======== Data records ========
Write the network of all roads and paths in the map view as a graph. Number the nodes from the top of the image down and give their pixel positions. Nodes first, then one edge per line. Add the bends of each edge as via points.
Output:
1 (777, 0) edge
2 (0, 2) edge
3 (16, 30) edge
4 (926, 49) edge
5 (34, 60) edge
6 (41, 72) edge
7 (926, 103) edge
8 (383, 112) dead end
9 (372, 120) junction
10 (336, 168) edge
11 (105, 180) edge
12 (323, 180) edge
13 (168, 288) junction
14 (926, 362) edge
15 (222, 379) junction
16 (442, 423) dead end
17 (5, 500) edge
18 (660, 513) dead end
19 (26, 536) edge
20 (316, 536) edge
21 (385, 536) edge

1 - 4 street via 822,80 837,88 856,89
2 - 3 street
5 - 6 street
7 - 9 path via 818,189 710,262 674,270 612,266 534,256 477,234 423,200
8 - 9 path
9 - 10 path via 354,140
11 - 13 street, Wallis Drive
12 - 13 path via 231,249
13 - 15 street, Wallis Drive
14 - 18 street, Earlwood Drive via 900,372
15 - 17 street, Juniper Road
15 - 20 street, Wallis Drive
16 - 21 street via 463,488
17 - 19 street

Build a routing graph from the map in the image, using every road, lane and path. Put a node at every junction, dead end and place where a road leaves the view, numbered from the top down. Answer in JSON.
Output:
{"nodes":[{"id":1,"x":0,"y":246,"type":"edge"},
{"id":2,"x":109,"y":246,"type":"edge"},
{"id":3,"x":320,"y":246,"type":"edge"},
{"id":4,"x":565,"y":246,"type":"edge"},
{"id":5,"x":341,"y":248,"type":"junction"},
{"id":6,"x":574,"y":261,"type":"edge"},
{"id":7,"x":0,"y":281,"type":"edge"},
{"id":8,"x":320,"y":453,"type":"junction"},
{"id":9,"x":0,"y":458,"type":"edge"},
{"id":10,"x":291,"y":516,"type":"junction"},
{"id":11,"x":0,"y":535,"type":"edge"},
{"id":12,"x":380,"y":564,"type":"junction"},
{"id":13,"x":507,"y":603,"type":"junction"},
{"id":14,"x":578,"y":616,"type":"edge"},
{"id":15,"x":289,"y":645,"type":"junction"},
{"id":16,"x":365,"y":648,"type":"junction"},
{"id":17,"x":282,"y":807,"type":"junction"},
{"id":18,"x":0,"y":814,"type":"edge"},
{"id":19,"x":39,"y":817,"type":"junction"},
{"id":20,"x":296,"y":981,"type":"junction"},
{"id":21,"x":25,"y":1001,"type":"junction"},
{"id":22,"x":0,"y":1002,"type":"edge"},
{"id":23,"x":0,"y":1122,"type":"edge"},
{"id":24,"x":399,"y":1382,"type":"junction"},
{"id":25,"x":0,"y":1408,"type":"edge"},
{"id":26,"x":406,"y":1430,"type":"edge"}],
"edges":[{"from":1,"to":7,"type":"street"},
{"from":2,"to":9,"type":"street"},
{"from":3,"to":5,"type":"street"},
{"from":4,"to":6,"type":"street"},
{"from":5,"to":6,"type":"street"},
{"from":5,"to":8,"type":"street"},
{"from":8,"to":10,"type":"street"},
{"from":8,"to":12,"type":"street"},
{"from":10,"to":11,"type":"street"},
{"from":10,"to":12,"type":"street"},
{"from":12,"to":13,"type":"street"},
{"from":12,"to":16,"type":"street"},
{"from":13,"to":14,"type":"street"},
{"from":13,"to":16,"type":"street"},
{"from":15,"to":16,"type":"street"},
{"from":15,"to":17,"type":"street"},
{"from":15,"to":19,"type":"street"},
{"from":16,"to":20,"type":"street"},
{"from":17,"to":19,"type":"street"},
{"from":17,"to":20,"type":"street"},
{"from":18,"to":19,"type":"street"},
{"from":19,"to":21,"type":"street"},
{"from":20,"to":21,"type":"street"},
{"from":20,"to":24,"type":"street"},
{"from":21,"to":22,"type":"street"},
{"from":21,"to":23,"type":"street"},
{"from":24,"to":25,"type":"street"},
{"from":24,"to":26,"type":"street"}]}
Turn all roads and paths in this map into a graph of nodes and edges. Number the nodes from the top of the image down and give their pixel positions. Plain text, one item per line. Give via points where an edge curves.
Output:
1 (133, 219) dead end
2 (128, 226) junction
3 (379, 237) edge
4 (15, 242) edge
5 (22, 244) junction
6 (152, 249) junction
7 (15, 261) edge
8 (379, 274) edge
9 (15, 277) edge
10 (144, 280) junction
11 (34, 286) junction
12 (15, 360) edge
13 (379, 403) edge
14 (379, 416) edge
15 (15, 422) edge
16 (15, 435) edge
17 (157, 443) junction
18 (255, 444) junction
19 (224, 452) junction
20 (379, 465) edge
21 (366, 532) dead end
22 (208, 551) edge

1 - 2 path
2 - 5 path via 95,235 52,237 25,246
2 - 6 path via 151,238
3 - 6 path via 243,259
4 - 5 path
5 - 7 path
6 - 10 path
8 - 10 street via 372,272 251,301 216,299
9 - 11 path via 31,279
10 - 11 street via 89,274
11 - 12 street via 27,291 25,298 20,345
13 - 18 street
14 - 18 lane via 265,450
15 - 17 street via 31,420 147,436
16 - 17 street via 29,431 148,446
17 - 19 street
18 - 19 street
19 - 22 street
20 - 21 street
========
→ **Goal of the exercise**
Nothing but the complete listing, repeated exactly, belongs in the answer.

→ **Solution for this exercise**
Write the network of all roads and paths in the map view as a graph. Number the nodes from the top of the image down and give their pixel positions. Nodes first, then one edge per line. Add the bends of each edge as via points.
Output:
1 (777, 0) edge
2 (0, 2) edge
3 (16, 30) edge
4 (926, 49) edge
5 (34, 60) edge
6 (41, 72) edge
7 (926, 103) edge
8 (383, 112) dead end
9 (372, 120) junction
10 (336, 168) edge
11 (105, 180) edge
12 (323, 180) edge
13 (168, 288) junction
14 (926, 362) edge
15 (222, 379) junction
16 (442, 423) dead end
17 (5, 500) edge
18 (660, 513) dead end
19 (26, 536) edge
20 (316, 536) edge
21 (385, 536) edge

1 - 4 street via 822,80 837,88 856,89
2 - 3 street
5 - 6 street
7 - 9 path via 818,189 710,262 674,270 612,266 534,256 477,234 423,200
8 - 9 path
9 - 10 path via 354,140
11 - 13 street, Wallis Drive
12 - 13 path via 231,249
13 - 15 street, Wallis Drive
14 - 18 street, Earlwood Drive via 900,372
15 - 17 street, Juniper Road
15 - 20 street, Wallis Drive
16 - 21 street via 463,488
17 - 19 street

Build a routing graph from the map in the image, using every road, lane and path. Put a node at every junction, dead end and place where a road leaves the view, numbered from the top down. Answer in JSON.
Output:
{"nodes":[{"id":1,"x":0,"y":246,"type":"edge"},
{"id":2,"x":109,"y":246,"type":"edge"},
{"id":3,"x":320,"y":246,"type":"edge"},
{"id":4,"x":565,"y":246,"type":"edge"},
{"id":5,"x":341,"y":248,"type":"junction"},
{"id":6,"x":574,"y":261,"type":"edge"},
{"id":7,"x":0,"y":281,"type":"edge"},
{"id":8,"x":320,"y":453,"type":"junction"},
{"id":9,"x":0,"y":458,"type":"edge"},
{"id":10,"x":291,"y":516,"type":"junction"},
{"id":11,"x":0,"y":535,"type":"edge"},
{"id":12,"x":380,"y":564,"type":"junction"},
{"id":13,"x":507,"y":603,"type":"junction"},
{"id":14,"x":578,"y":616,"type":"edge"},
{"id":15,"x":289,"y":645,"type":"junction"},
{"id":16,"x":365,"y":648,"type":"junction"},
{"id":17,"x":282,"y":807,"type":"junction"},
{"id":18,"x":0,"y":814,"type":"edge"},
{"id":19,"x":39,"y":817,"type":"junction"},
{"id":20,"x":296,"y":981,"type":"junction"},
{"id":21,"x":25,"y":1001,"type":"junction"},
{"id":22,"x":0,"y":1002,"type":"edge"},
{"id":23,"x":0,"y":1122,"type":"edge"},
{"id":24,"x":399,"y":1382,"type":"junction"},
{"id":25,"x":0,"y":1408,"type":"edge"},
{"id":26,"x":406,"y":1430,"type":"edge"}],
"edges":[{"from":1,"to":7,"type":"street"},
{"from":2,"to":9,"type":"street"},
{"from":3,"to":5,"type":"street"},
{"from":4,"to":6,"type":"street"},
{"from":5,"to":6,"type":"street"},
{"from":5,"to":8,"type":"street"},
{"from":8,"to":10,"type":"street"},
{"from":8,"to":12,"type":"street"},
{"from":10,"to":11,"type":"street"},
{"from":10,"to":12,"type":"street"},
{"from":12,"to":13,"type":"street"},
{"from":12,"to":16,"type":"street"},
{"from":13,"to":14,"type":"street"},
{"from":13,"to":16,"type":"street"},
{"from":15,"to":16,"type":"street"},
{"from":15,"to":17,"type":"street"},
{"from":15,"to":19,"type":"street"},
{"from":16,"to":20,"type":"street"},
{"from":17,"to":19,"type":"street"},
{"from":17,"to":20,"type":"street"},
{"from":18,"to":19,"type":"street"},
{"from":19,"to":21,"type":"street"},
{"from":20,"to":21,"type":"street"},
{"from":20,"to":24,"type":"street"},
{"from":21,"to":22,"type":"street"},
{"from":21,"to":23,"type":"street"},
{"from":24,"to":25,"type":"street"},
{"from":24,"to":26,"type":"street"}]}
Turn all roads and paths in this map into a graph of nodes and edges. Number the nodes from the top of the image down and give their pixel positions. Plain text, one item per line. Give via points where an edge curves.
Output:
1 (133, 219) dead end
2 (128, 226) junction
3 (379, 237) edge
4 (15, 242) edge
5 (22, 244) junction
6 (152, 249) junction
7 (15, 261) edge
8 (379, 274) edge
9 (15, 277) edge
10 (144, 280) junction
11 (34, 286) junction
12 (15, 360) edge
13 (379, 403) edge
14 (379, 416) edge
15 (15, 422) edge
16 (15, 435) edge
17 (157, 443) junction
18 (255, 444) junction
19 (224, 452) junction
20 (379, 465) edge
21 (366, 532) dead end
22 (208, 551) edge

1 - 2 path
2 - 5 path via 95,235 52,237 25,246
2 - 6 path via 151,238
3 - 6 path via 243,259
4 - 5 path
5 - 7 path
6 - 10 path
8 - 10 street via 372,272 251,301 216,299
9 - 11 path via 31,279
10 - 11 street via 89,274
11 - 12 street via 27,291 25,298 20,345
13 - 18 street
14 - 18 lane via 265,450
15 - 17 street via 31,420 147,436
16 - 17 street via 29,431 148,446
17 - 19 street
18 - 19 street
19 - 22 street
20 - 21 street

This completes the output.